RS: A necessary condition for the solution of the crisis is economic growth. But in recent years, the Europeans have begun to emerge as critics of growth…

JG: …Growth is an important issue — however it is clear: without investments, no growth. Take China. The People’s Republic can suppress a revolution only by generating in its system of state capitalism continuous growth, so that all or almost all Chinese are continuously better off. I have spoken with high Chinese officials. The speak frankly: if we are below four percent of growth for a long time, the whole box will explode. Equally important is the question of the democratic legitimacy of institutions.

RS: The EU institutions do not enjoy high levels of democratic legitimation.

JG: This is your radical Helvetic view. Most EU citizens do recognize the advantages and the potential of a united Europe. Therefore, I am convinced that the Union is facing tough years, but also that it is equipped to master them successfully. Negative utopians, that is, doomsayers, will err one more time. And as always, they will say: the demise will arrive tomorrow.
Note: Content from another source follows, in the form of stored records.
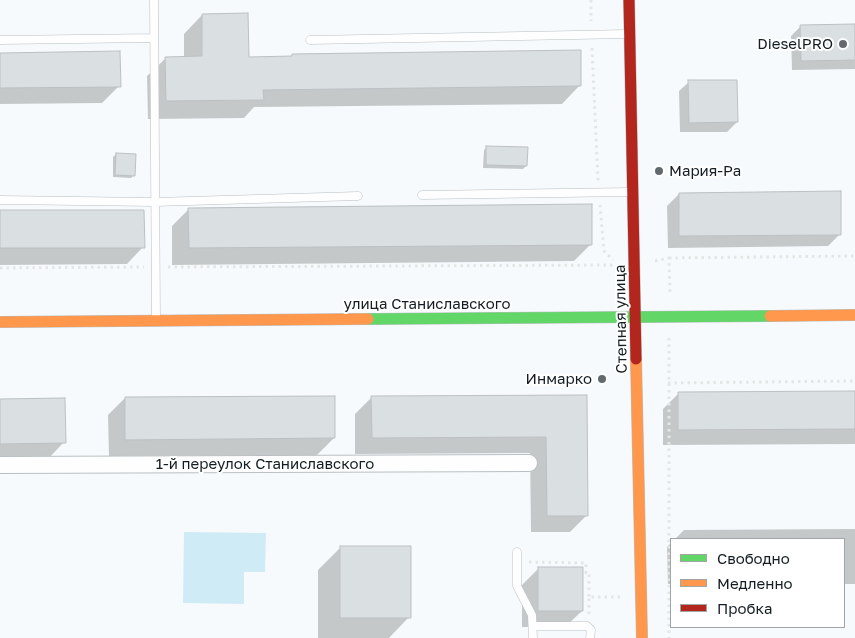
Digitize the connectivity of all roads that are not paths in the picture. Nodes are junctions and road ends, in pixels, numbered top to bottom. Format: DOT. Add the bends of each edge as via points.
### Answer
graph roads {
  1 [pos="154,0"];
  2 [pos="629,0"];
  3 [pos="630,34"];
  4 [pos="154,38"];
  5 [pos="0,40"];
  6 [pos="310,40"];
  7 [pos="633,192"];
  8 [pos="422,195"];
  9 [pos="358,196"];
  10 [pos="0,200"];
  11 [pos="156,202"];
  12 [pos="855,315"];
  13 [pos="636,318"];
  14 [pos="156,321"];
  15 [pos="0,322"];
  16 [pos="529,463"];
  17 [pos="0,465"];
  18 [pos="517,552"];
  19 [pos="533,626"];
  20 [pos="532,638"];
  21 [pos="590,638"];
  22 [pos="642,638"];
  1 -- 4 [label="lane"];
  2 -- 3 [label="main road, Степная улица"];
  3 -- 6 [label="lane"];
  3 -- 7 [label="main road, Степная улица"];
  4 -- 5 [label="lane"];
  4 -- 11 [label="lane"];
  7 -- 8 [label="lane"];
  7 -- 13 [label="main road, Степная улица"];
  9 -- 11 [label="lane"];
  10 -- 11 [label="lane"];
  11 -- 14 [label="lane"];
  12 -- 13 [label="main road, улица Станиславского"];
  13 -- 14 [label="main road, улица Станиславского"];
  13 -- 22 [label="main road, Степная улица"];
  14 -- 15 [label="main road, улица Станиславского"];
  16 -- 17 [label="street, 1-й переулок Станиславского"];
  18 -- 19 [label="lane" via="517,586 531,612"];
  19 -- 20 [label="lane"];
  19 -- 21 [label="lane" via="589,627"];
}
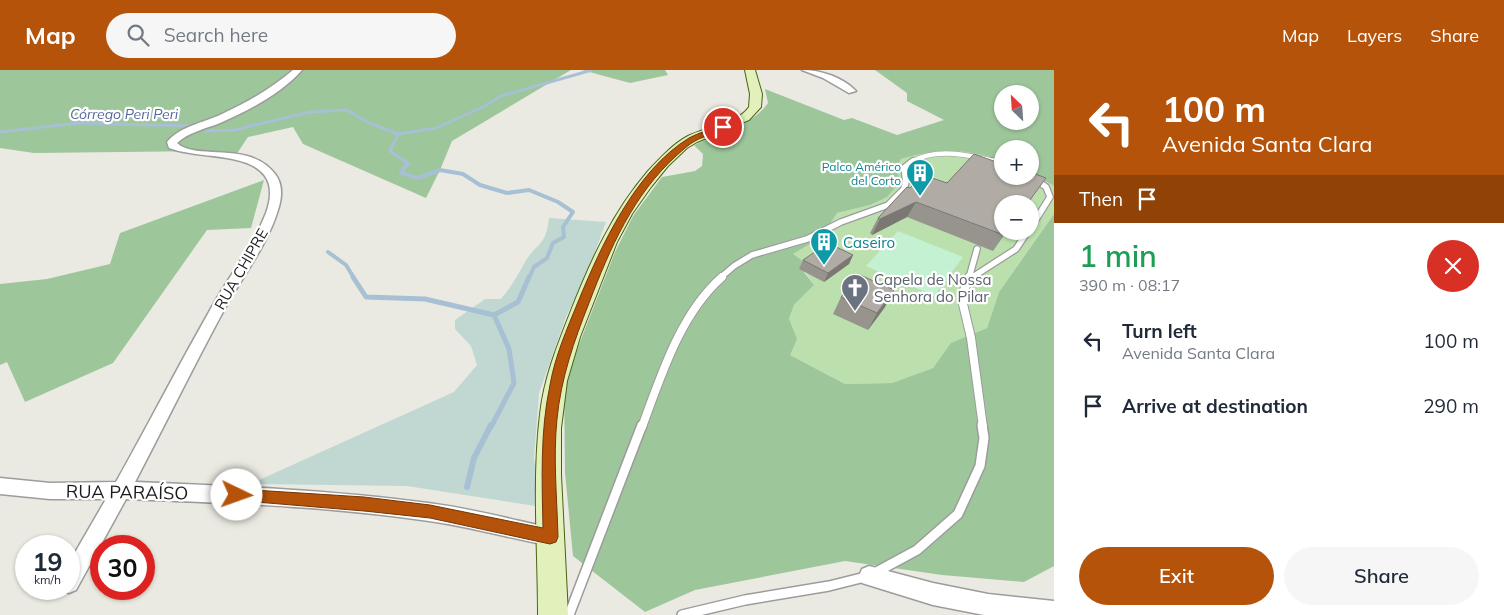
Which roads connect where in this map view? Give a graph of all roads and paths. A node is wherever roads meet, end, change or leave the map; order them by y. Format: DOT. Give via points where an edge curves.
graph roads {
  1 [pos="298,70"];
  2 [pos="750,70"];
  3 [pos="806,70"];
  4 [pos="852,91"];
  5 [pos="994,161"];
  6 [pos="1039,182"];
  7 [pos="1039,214"];
  8 [pos="1022,240"];
  9 [pos="977,249"];
  10 [pos="968,280"];
  11 [pos="0,486"];
  12 [pos="122,490"];
  13 [pos="550,537"];
  14 [pos="80,564"];
  15 [pos="868,576"];
  16 [pos="1054,612"];
  17 [pos="553,615"];
  18 [pos="569,615"];
  19 [pos="682,615"];
  1 -- 12 [label="street, RUA CHIPRE" via="261,98 172,142 182,150 257,163 267,169 272,178 275,201 264,232 230,286"];
  2 -- 13 [label="street" via="755,108 732,124 692,139 675,152 624,214 602,255 567,344 556,383 550,421"];
  3 -- 4 [label="street" via="826,76"];
  5 -- 18 [label="lane" via="960,155 933,155 913,160 904,168 904,189 888,206 841,222 808,239 752,255 715,283 685,324 668,359"];
  6 -- 7 [label="lane" via="1046,187 1050,197"];
  8 -- 10 [label="lane" via="1016,249"];
  9 -- 10 [label="lane"];
  10 -- 15 [label="lane" via="963,304 971,338 984,438 980,466 958,514 917,550"];
  11 -- 12 [label="street, RUA PARAÍSO" via="50,491"];
  12 -- 13 [label="street, RUA PARAÍSO" via="364,504 430,512"];
  12 -- 14 [label="street, RUA CHIPRE"];
  13 -- 17 [label="street"];
  15 -- 16 [label="street" via="933,594"];
  15 -- 19 [label="lane"];
}
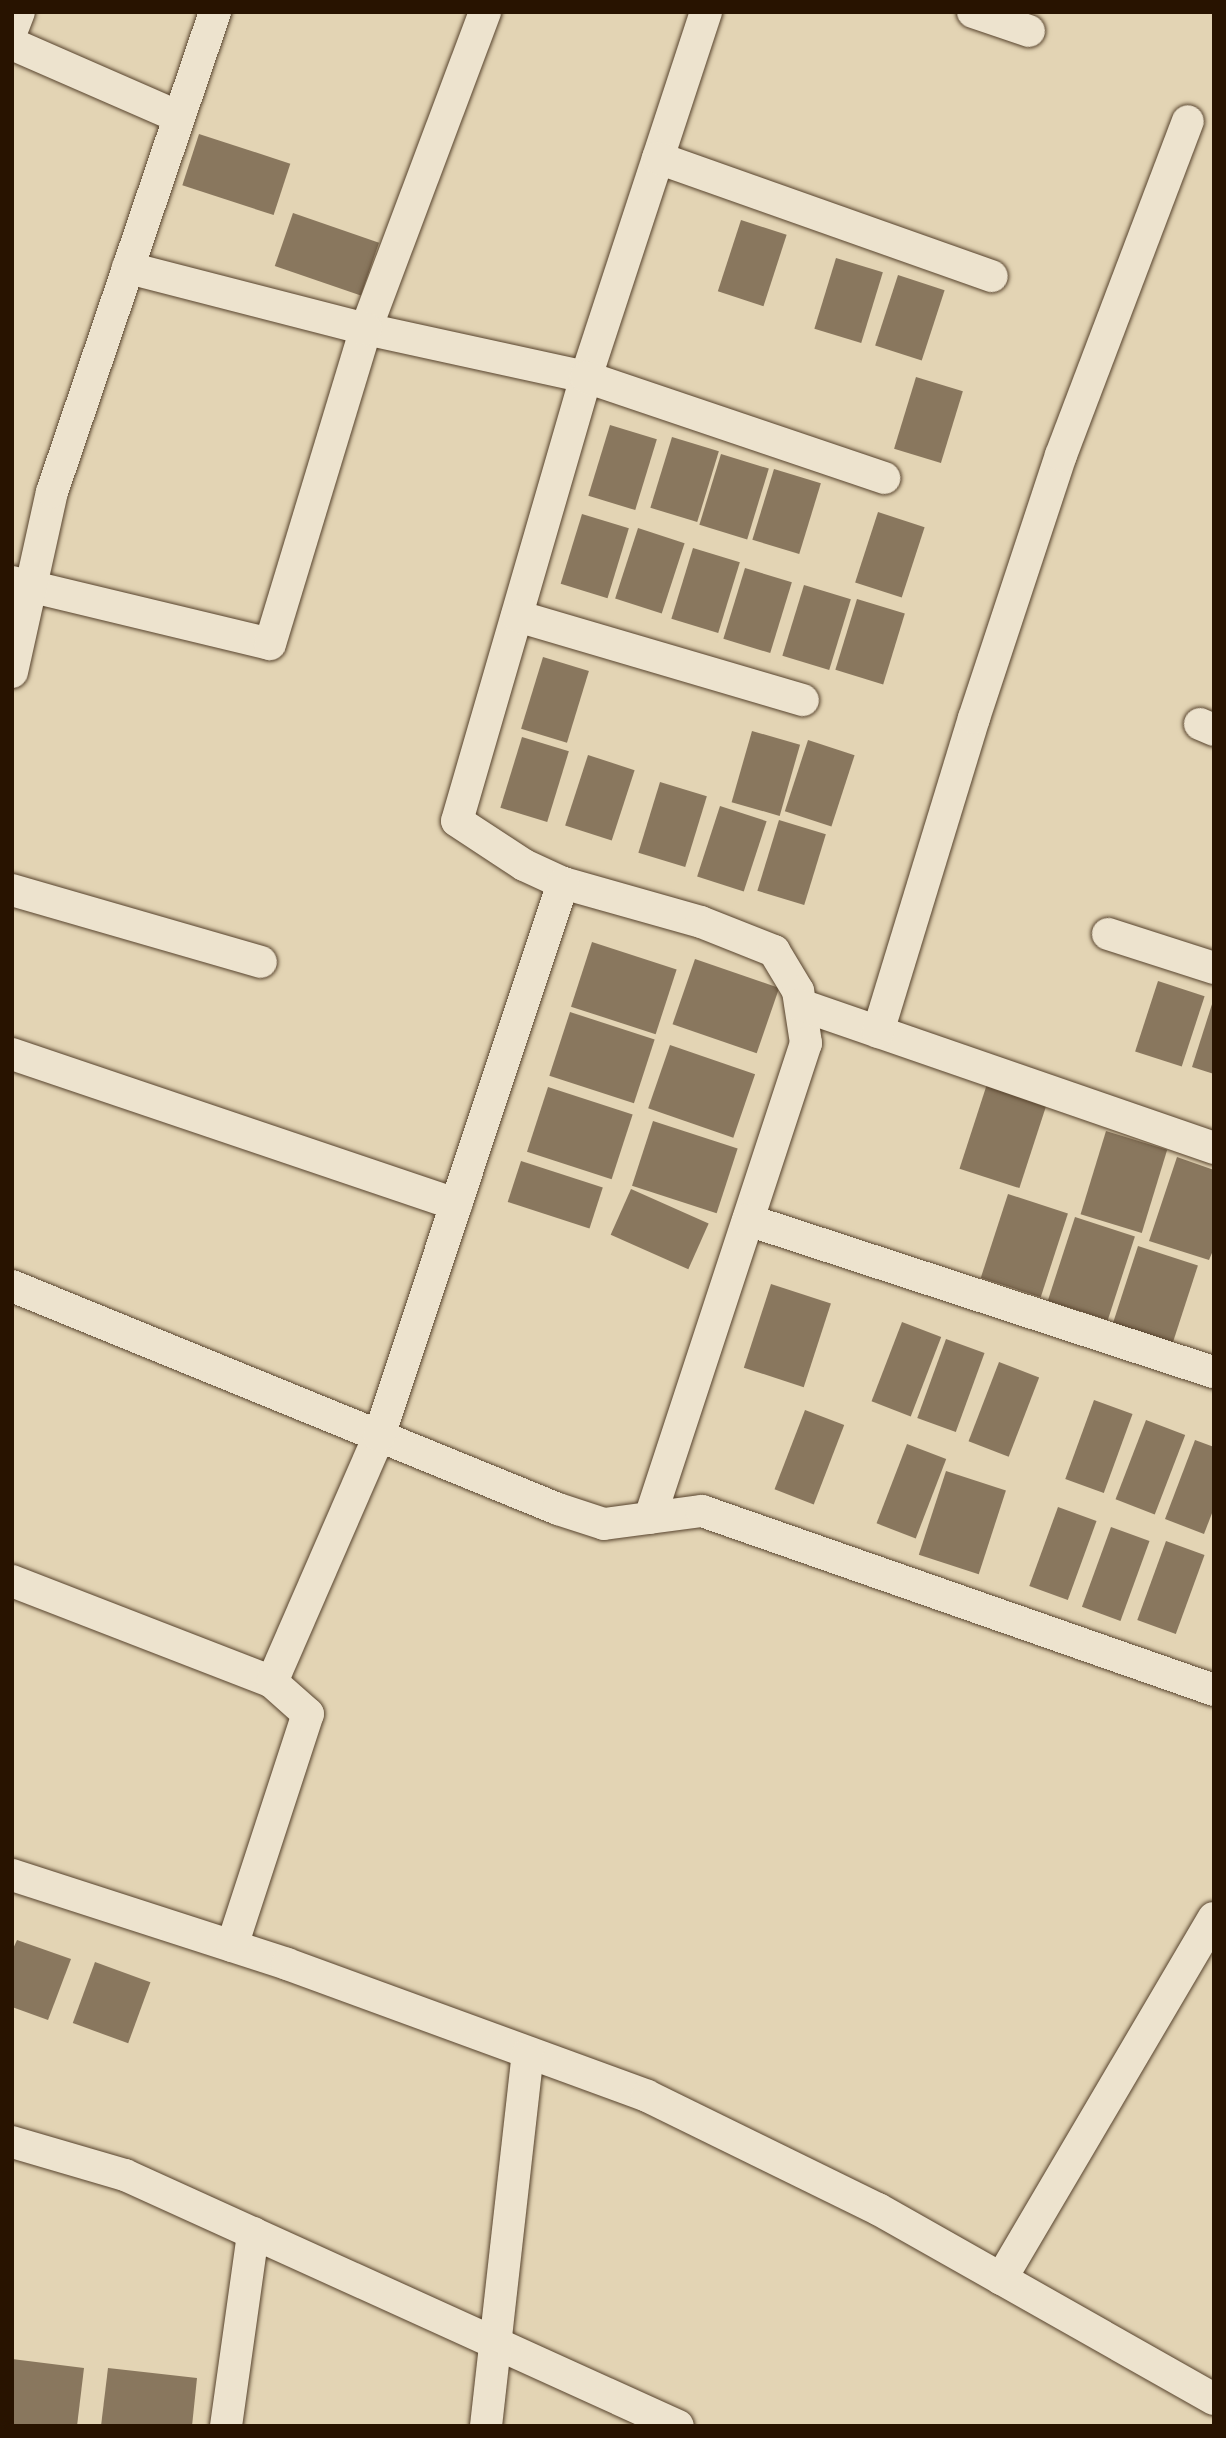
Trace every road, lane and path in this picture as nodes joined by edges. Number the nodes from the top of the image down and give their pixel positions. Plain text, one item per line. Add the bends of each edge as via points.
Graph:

And tomorrow they will say: it comes the day after tomorrow.

RS: If we are still living tomorrow, we at least have the possibility to read good books. For example those of the Jewish liberal Isaiah Berlin, who you also knew in person. What did you learn from him?

JG: Isaiah was an incredibly tolerant person — and I believe that tolerance is an essential part of liberalism. Because tolerance means nothing other than everyone can become happy in his or her own way, as long as it does not bother others. Where tolerance is lacking, there is a need for legislation, rights, entitlements.

RS: Berlin was a representative of negative liberty. To put it bluntly: to be free means to be left in peace by others.

JG: Freedom is the absence of human obstacles that force me to act and live in a way I do not want to act or live. As long as man does not harm anyone, he can live how he wants to live — even if he does harm to himself. That must be borne by the others. Tolerance means precisely that I do not demand from others to live as I want to live. Negative freedom and tolerance are mutually dependent. Berlin was not a liberal fundamentalist — he accepted that in addition to the correct understanding of freedom there are also other values such as justice and social peace. Again, in the end consensus and weighing up are indispensable in a free society.

Published 21 May 2013

Original in English
First published in Schweizer Monat 5/2013 (German version); Eurozine (English version)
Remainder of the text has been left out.